» Directions for this task
The records below must be output exactly, without pictures.

╭─ Supplied records

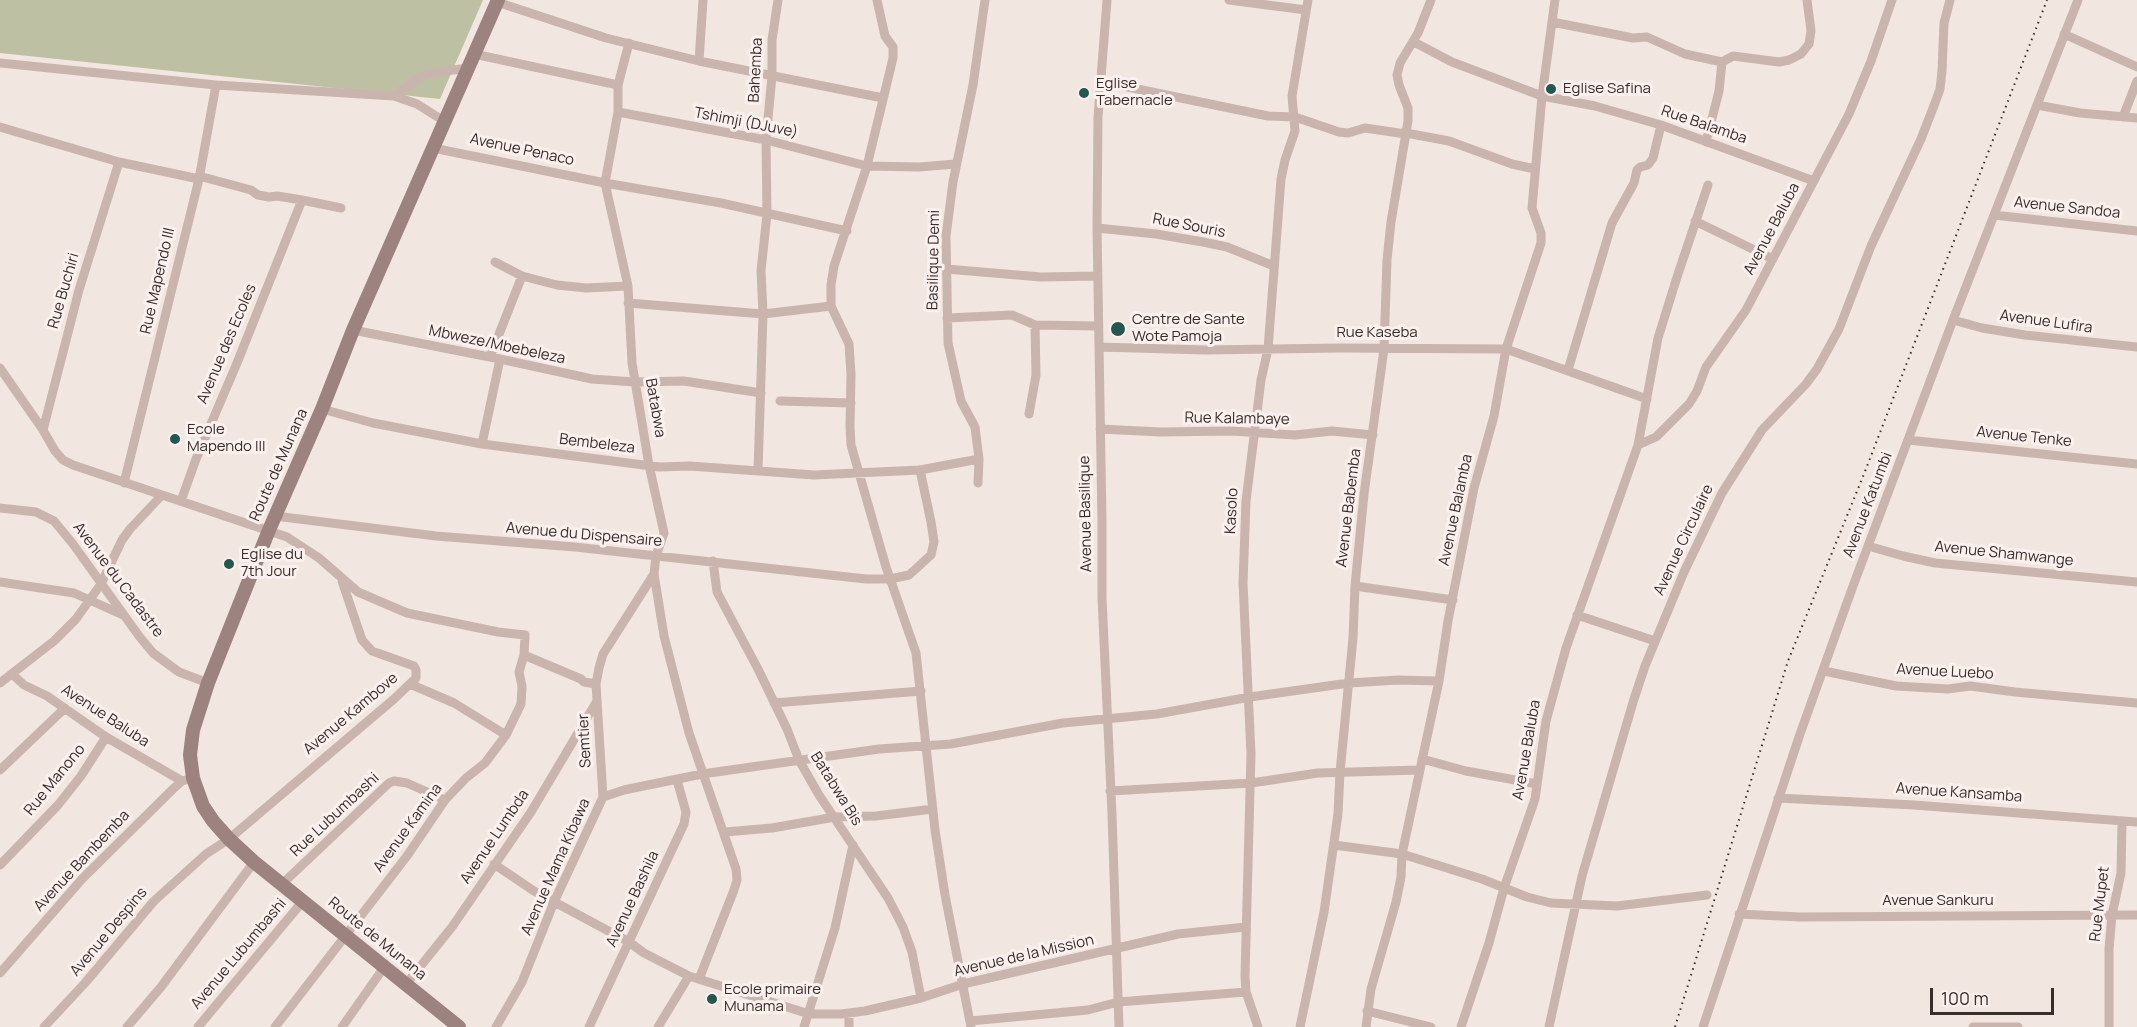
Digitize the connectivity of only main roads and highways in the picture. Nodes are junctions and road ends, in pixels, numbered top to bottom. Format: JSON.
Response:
{"nodes":[{"id":1,"x":498,"y":1,"type":"edge"},
{"id":2,"x":459,"y":1027,"type":"edge"}],
"edges":[{"from":1,"to":2,"type":"main road","name":"Route de Munana"}]}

╰─

» Task response
Digitize the connectivity of only main roads and highways in the picture. Nodes are junctions and road ends, in pixels, numbered top to bottom. Format: JSON.
Response:
{"nodes":[{"id":1,"x":498,"y":1,"type":"edge"},
{"id":2,"x":459,"y":1027,"type":"edge"}],
"edges":[{"from":1,"to":2,"type":"main road","name":"Route de Munana"}]}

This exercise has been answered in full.